Task statement ->
Of the lines below, copy those that hold the word "roads".
Data for analysis Block Start
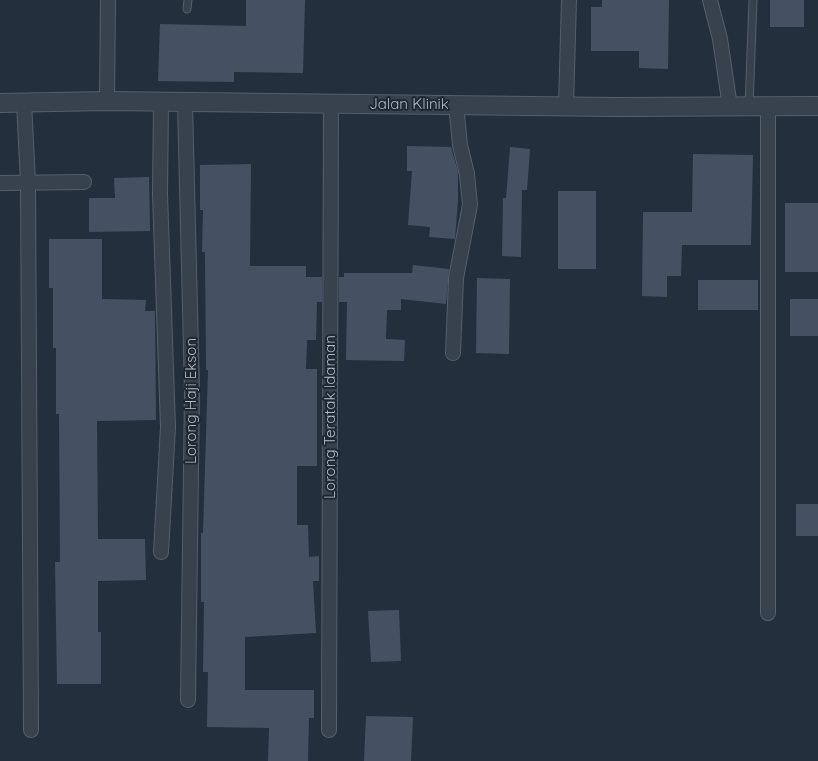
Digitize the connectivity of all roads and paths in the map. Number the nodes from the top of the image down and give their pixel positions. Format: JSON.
{"nodes":[{"id":1,"x":108,"y":0,"type":"edge"},
{"id":2,"x":188,"y":0,"type":"edge"},
{"id":3,"x":569,"y":0,"type":"edge"},
{"id":4,"x":710,"y":0,"type":"edge"},
{"id":5,"x":753,"y":0,"type":"edge"},
{"id":6,"x":187,"y":9,"type":"dead end"},
{"id":7,"x":107,"y":101,"type":"junction"},
{"id":8,"x":24,"y":102,"type":"junction"},
{"id":9,"x":160,"y":102,"type":"junction"},
{"id":10,"x":0,"y":103,"type":"edge"},
{"id":11,"x":185,"y":103,"type":"junction"},
{"id":12,"x":456,"y":104,"type":"junction"},
{"id":13,"x":331,"y":105,"type":"junction"},
{"id":14,"x":566,"y":105,"type":"junction"},
{"id":15,"x":818,"y":106,"type":"edge"},
{"id":16,"x":730,"y":107,"type":"junction"},
{"id":17,"x":749,"y":107,"type":"junction"},
{"id":18,"x":768,"y":107,"type":"junction"},
{"id":19,"x":84,"y":182,"type":"dead end"},
{"id":20,"x":0,"y":183,"type":"edge"},
{"id":21,"x":28,"y":183,"type":"junction"},
{"id":22,"x":453,"y":353,"type":"dead end"},
{"id":23,"x":161,"y":552,"type":"dead end"},
{"id":24,"x":768,"y":613,"type":"dead end"},
{"id":25,"x":188,"y":700,"type":"dead end"},
{"id":26,"x":31,"y":730,"type":"dead end"},
{"id":27,"x":328,"y":730,"type":"dead end"}],
"edges":[{"from":1,"to":7,"type":"street"},
{"from":2,"to":6,"type":"lane"},
{"from":3,"to":14,"type":"street"},
{"from":4,"to":16,"type":"street"},
{"from":5,"to":17,"type":"lane"},
{"from":7,"to":8,"type":"street","name":"Jalan Klinik"},
{"from":7,"to":9,"type":"street","name":"Jalan Klinik"},
{"from":8,"to":10,"type":"street","name":"Jalan Klinik"},
{"from":8,"to":21,"type":"street"},
{"from":9,"to":11,"type":"street","name":"Jalan Klinik"},
{"from":9,"to":23,"type":"street"},
{"from":11,"to":13,"type":"street","name":"Jalan Klinik"},
{"from":11,"to":25,"type":"street","name":"Lorong Haji Ekson"},
{"from":12,"to":13,"type":"street","name":"Jalan Klinik"},
{"from":12,"to":14,"type":"street","name":"Jalan Klinik"},
{"from":12,"to":22,"type":"street"},
{"from":13,"to":27,"type":"street","name":"Lorong Teratak Idaman"},
{"from":14,"to":16,"type":"street","name":"Jalan Klinik"},
{"from":15,"to":18,"type":"street","name":"Jalan Klinik"},
{"from":16,"to":17,"type":"street","name":"Jalan Klinik"},
{"from":17,"to":18,"type":"street","name":"Jalan Klinik"},
{"from":18,"to":24,"type":"street"},
{"from":19,"to":21,"type":"street"},
{"from":20,"to":21,"type":"street"},
{"from":21,"to":26,"type":"street"}]}
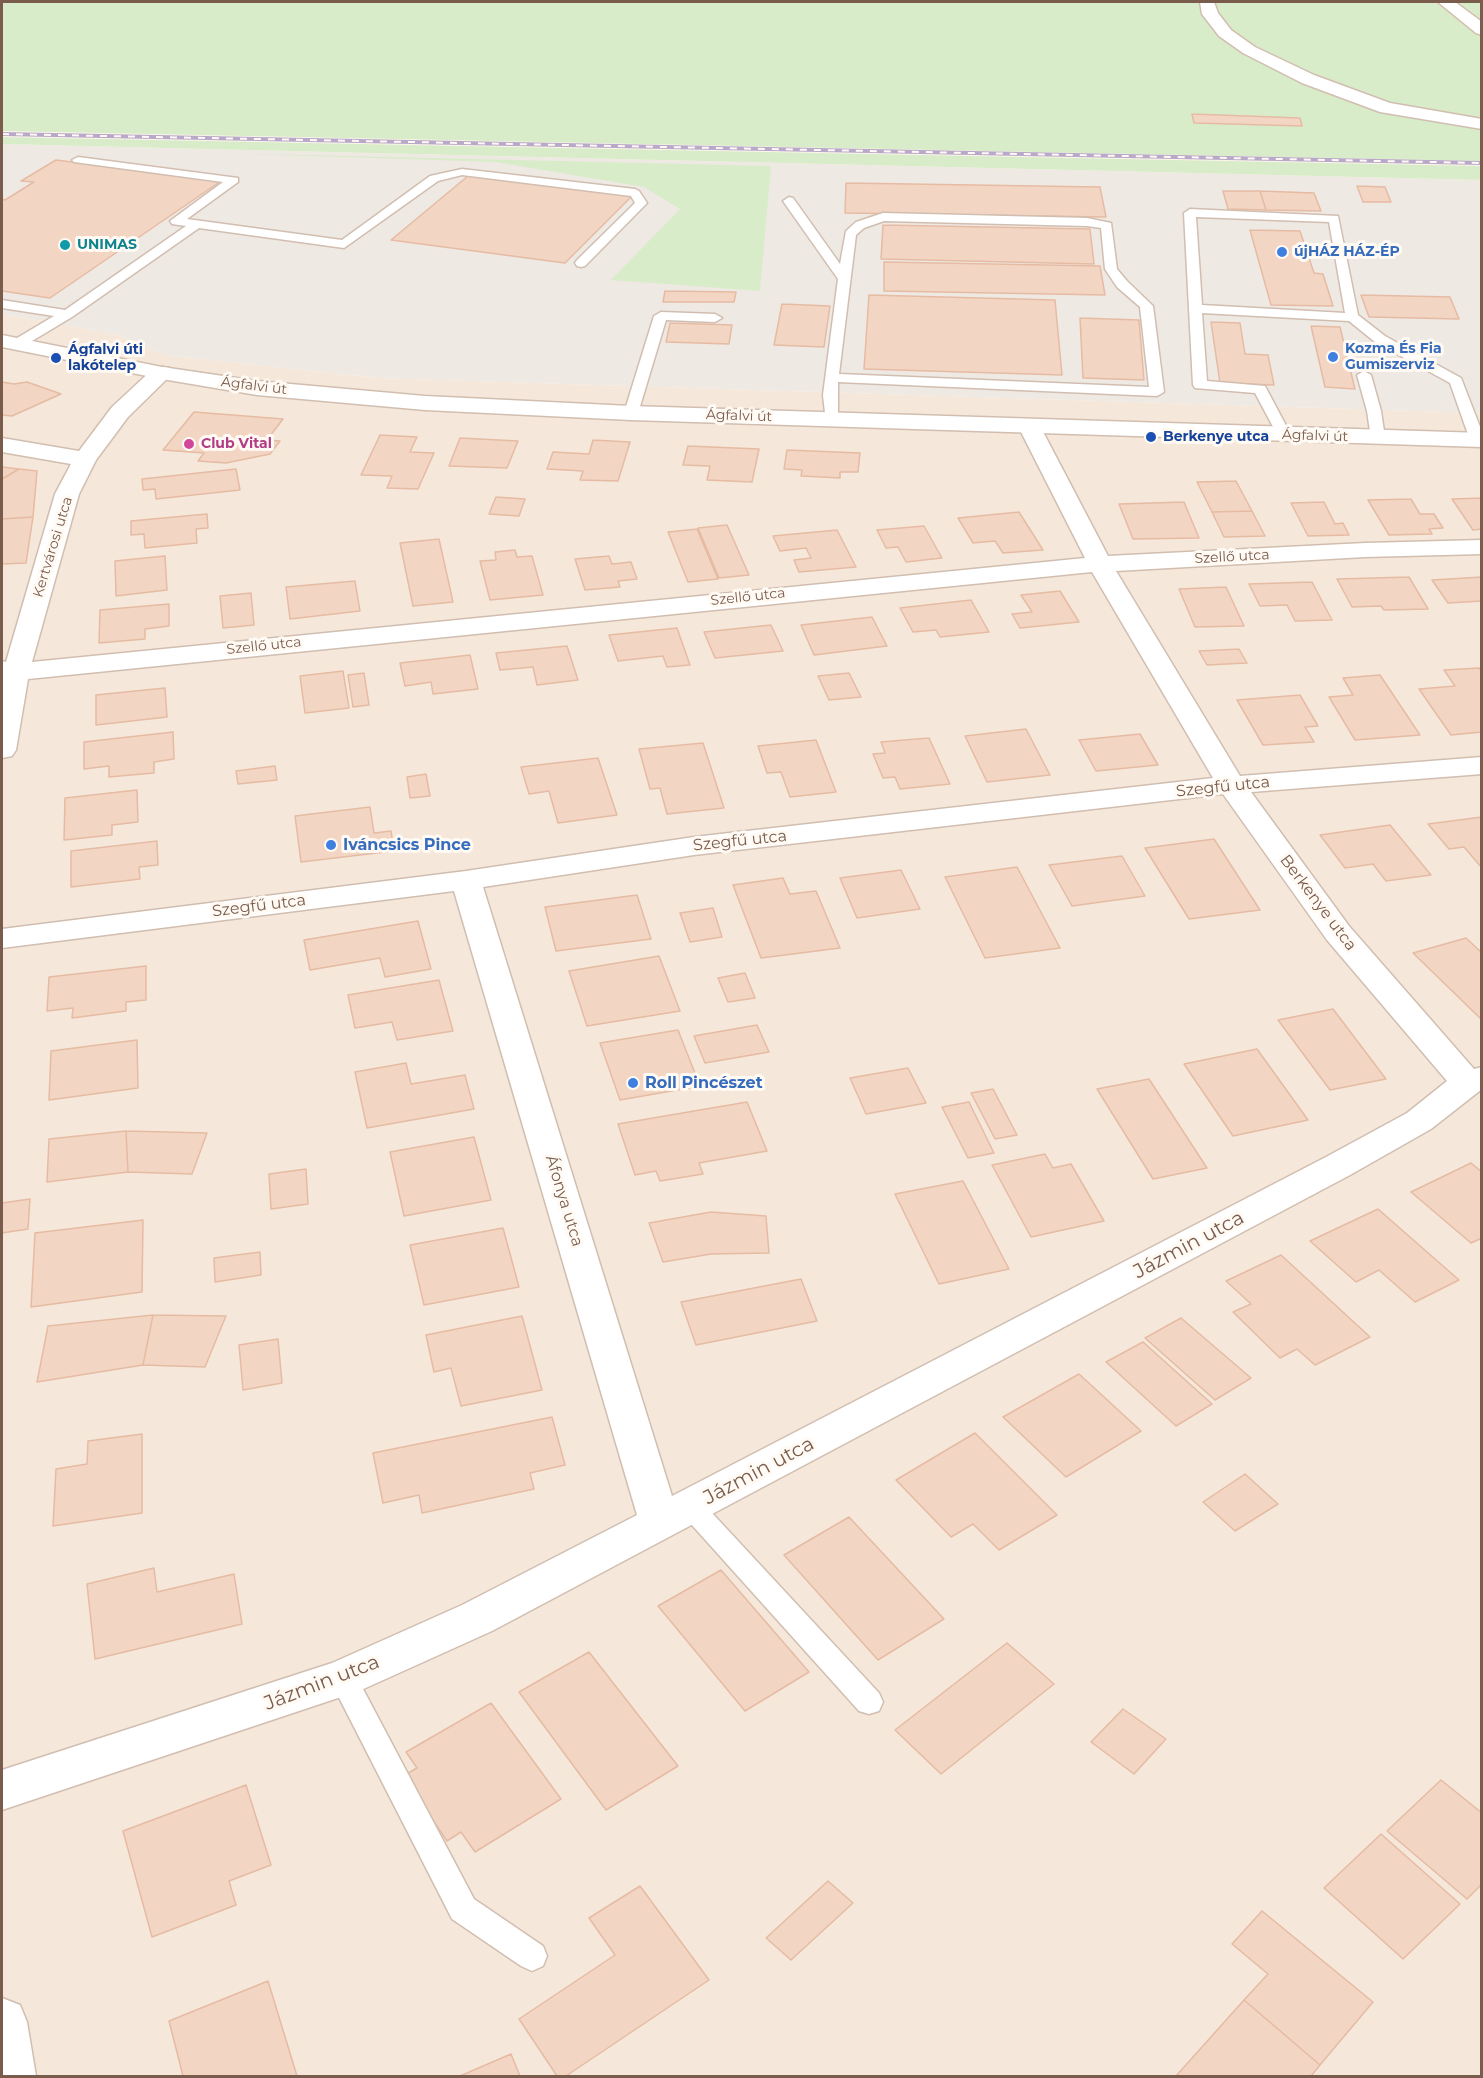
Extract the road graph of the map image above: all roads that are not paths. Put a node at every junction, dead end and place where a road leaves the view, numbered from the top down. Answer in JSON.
{"nodes":[{"id":1,"x":1207,"y":2,"type":"edge"},
{"id":2,"x":1446,"y":2,"type":"edge"},
{"id":3,"x":1482,"y":30,"type":"edge"},
{"id":4,"x":1482,"y":124,"type":"edge"},
{"id":5,"x":78,"y":160,"type":"dead end"},
{"id":6,"x":789,"y":201,"type":"dead end"},
{"id":7,"x":197,"y":224,"type":"junction"},
{"id":8,"x":581,"y":263,"type":"dead end"},
{"id":9,"x":844,"y":279,"type":"junction"},
{"id":10,"x":2,"y":304,"type":"edge"},
{"id":11,"x":1197,"y":309,"type":"junction"},
{"id":12,"x":67,"y":314,"type":"junction"},
{"id":13,"x":1352,"y":317,"type":"junction"},
{"id":14,"x":715,"y":318,"type":"dead end"},
{"id":15,"x":9,"y":342,"type":"edge"},
{"id":16,"x":162,"y":373,"type":"junction"},
{"id":17,"x":1364,"y":375,"type":"dead end"},
{"id":18,"x":832,"y":378,"type":"junction"},
{"id":19,"x":631,"y":413,"type":"junction"},
{"id":20,"x":831,"y":420,"type":"junction"},
{"id":21,"x":1029,"y":426,"type":"junction"},
{"id":22,"x":1284,"y":435,"type":"junction"},
{"id":23,"x":1378,"y":438,"type":"junction"},
{"id":24,"x":1479,"y":440,"type":"edge"},
{"id":25,"x":2,"y":445,"type":"edge"},
{"id":26,"x":85,"y":459,"type":"junction"},
{"id":27,"x":1482,"y":546,"type":"edge"},
{"id":28,"x":1100,"y":564,"type":"junction"},
{"id":29,"x":9,"y":670,"type":"edge"},
{"id":30,"x":2,"y":750,"type":"edge"},
{"id":31,"x":1482,"y":765,"type":"edge"},
{"id":32,"x":1231,"y":785,"type":"junction"},
{"id":33,"x":466,"y":880,"type":"junction"},
{"id":34,"x":2,"y":939,"type":"edge"},
{"id":35,"x":1474,"y":1080,"type":"edge"},
{"id":36,"x":675,"y":1515,"type":"junction"},
{"id":37,"x":343,"y":1678,"type":"junction"},
{"id":38,"x":870,"y":1702,"type":"dead end"},
{"id":39,"x":2,"y":1790,"type":"edge"},
{"id":40,"x":532,"y":1956,"type":"dead end"},
{"id":41,"x":2,"y":2022,"type":"edge"},
{"id":42,"x":11,"y":2076,"type":"edge"}],
"edges":[{"from":1,"to":4,"type":"street"},
{"from":2,"to":3,"type":"street"},
{"from":5,"to":7,"type":"lane"},
{"from":6,"to":9,"type":"lane"},
{"from":7,"to":8,"type":"lane"},
{"from":7,"to":12,"type":"lane"},
{"from":9,"to":18,"type":"lane"},
{"from":9,"to":18,"type":"lane"},
{"from":10,"to":12,"type":"lane"},
{"from":11,"to":13,"type":"lane"},
{"from":11,"to":13,"type":"lane"},
{"from":11,"to":22,"type":"lane"},
{"from":12,"to":15,"type":"lane"},
{"from":13,"to":24,"type":"lane"},
{"from":14,"to":19,"type":"lane"},
{"from":15,"to":16,"type":"street","name":"Ágfalvi út"},
{"from":16,"to":19,"type":"street","name":"Ágfalvi út"},
{"from":16,"to":26,"type":"street","name":"Kertvárosi utca"},
{"from":17,"to":23,"type":"lane"},
{"from":18,"to":20,"type":"lane"},
{"from":19,"to":20,"type":"street","name":"Ágfalvi út"},
{"from":20,"to":21,"type":"street","name":"Ágfalvi út"},
{"from":21,"to":22,"type":"street","name":"Ágfalvi út"},
{"from":21,"to":28,"type":"street","name":"Berkenye utca"},
{"from":22,"to":23,"type":"street","name":"Ágfalvi út"},
{"from":23,"to":24,"type":"street","name":"Ágfalvi út"},
{"from":25,"to":26,"type":"street"},
{"from":26,"to":29,"type":"street","name":"Kertvárosi utca"},
{"from":27,"to":28,"type":"street","name":"Szellő utca"},
{"from":28,"to":29,"type":"street","name":"Szellő utca"},
{"from":28,"to":32,"type":"street","name":"Berkenye utca"},
{"from":29,"to":30,"type":"street","name":"Kertvárosi utca"},
{"from":31,"to":32,"type":"street","name":"Szegfű utca"},
{"from":32,"to":33,"type":"street","name":"Szegfű utca"},
{"from":32,"to":35,"type":"street","name":"Berkenye utca"},
{"from":33,"to":34,"type":"street","name":"Szegfű utca"},
{"from":33,"to":36,"type":"street","name":"Áfonya utca"},
{"from":35,"to":36,"type":"street","name":"Jázmin utca"},
{"from":36,"to":37,"type":"street","name":"Jázmin utca"},
{"from":36,"to":38,"type":"lane"},
{"from":37,"to":39,"type":"street","name":"Jázmin utca"},
{"from":37,"to":40,"type":"lane"},
{"from":41,"to":42,"type":"street"}]}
Data for analysis Block End
Solution to the problem ->
Digitize the connectivity of all roads and paths in the map. Number the nodes from the top of the image down and give their pixel positions. Format: JSON.
Extract the road graph of the map image above: all roads that are not paths. Put a node at every junction, dead end and place where a road leaves the view, numbered from the top down. Answer in JSON.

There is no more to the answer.